I have been making documentaries and photo essays for over a decade, and a guiding principle is that if you’re able to capture a person’s day to day, no matter how unrelated it is to the issue, viewers might see them as people not so different from themselves. So I chose to introduce the patients with their histories and hobbies; I reused footage from a professional drummer’s archival videos and captured a couple lap swimming in their 70s. It was important to me to frame the participants as people first — not defined by their health condition. We don’t need to have sleep apnea to connect with them.

How many of us have experienced something unjust done to us but we had to pick up the shards ourselves? “You can do everything right and the people who should be taking care of things are not,” Carol’s husband, Dr. Allen Stark, who also has sleep apnea, said.

Mark Edwards, another patient, demonstrated profound acceptance in order to move through this recall. At times, he heatedly talked about the company, still angry at how its actions have impacted thousands of people; other times, he expressed his belief that the more he suffers the closer he gets to God. “I have one foot in the next life and one foot in this life,” he said, heaving after only minutes of walking.

The film follows these three patients and a sleep medicine specialist, Dr. Radhika Breaden, who described the chaos of the first few days of the recall.
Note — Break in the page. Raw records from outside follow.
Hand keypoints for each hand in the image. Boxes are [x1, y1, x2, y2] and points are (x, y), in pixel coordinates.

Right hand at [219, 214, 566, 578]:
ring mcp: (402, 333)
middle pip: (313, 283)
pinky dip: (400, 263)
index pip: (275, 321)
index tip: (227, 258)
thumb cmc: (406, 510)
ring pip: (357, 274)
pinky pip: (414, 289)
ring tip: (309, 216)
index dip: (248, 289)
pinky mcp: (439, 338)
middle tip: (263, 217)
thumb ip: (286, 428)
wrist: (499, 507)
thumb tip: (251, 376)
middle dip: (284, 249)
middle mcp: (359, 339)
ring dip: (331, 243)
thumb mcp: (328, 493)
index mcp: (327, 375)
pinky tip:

Thousands of her patients angrily called with questions that could not yet be answered. “We don’t know what to do,” she said, as bewildered as them. I tried to capture these moments with 14 drone shots that populate the screen in just eight seconds. These rapid clips, both rural and urban landscapes to represent the locations of people affected worldwide, were intended to make the viewer feel the tension and desperation of the moment.

It was crucial to show the disintegration of the foam inside the machine, so I researched YouTube for archival videos from other users. The most disturbing one reveals a once-intact block of foam dissolved into loose, messy particles. To visualize metaphors of these particles, I filmed water droplets spewing out of a sprinkler and details of puddles lit by street lamps.

The most moving sequence to me is of Carol and Allen Stark picnicking and hiking with their grandchildren because it’s tenderly paired with Carol describing her fear: no longer being alive with her grandchildren. It’s a real possibility that tomorrow she could learn that she has a health complication. After all, many other people who used these machines died, developed cancer or came down with respiratory complications that they or their loved ones believe were related to the use of these machines. The Starks are treating their sleep apnea to be able to live, and it was important to show how they want to live.

But my initial challenge — how do you visualize sleep? — still remained. We all sleep. We all breathe. So I looked for metaphors in our world that are universal. Fog representative of breath. Sunset preceding the nighttime rest. A reflection of pillows on a bed. Vistas of waves, mountains and a coastline when Breaden describes REM sleep as “the most stunning, beautiful thing in the world.”

I hope you watch this film because it’s a story for everyone who sleeps.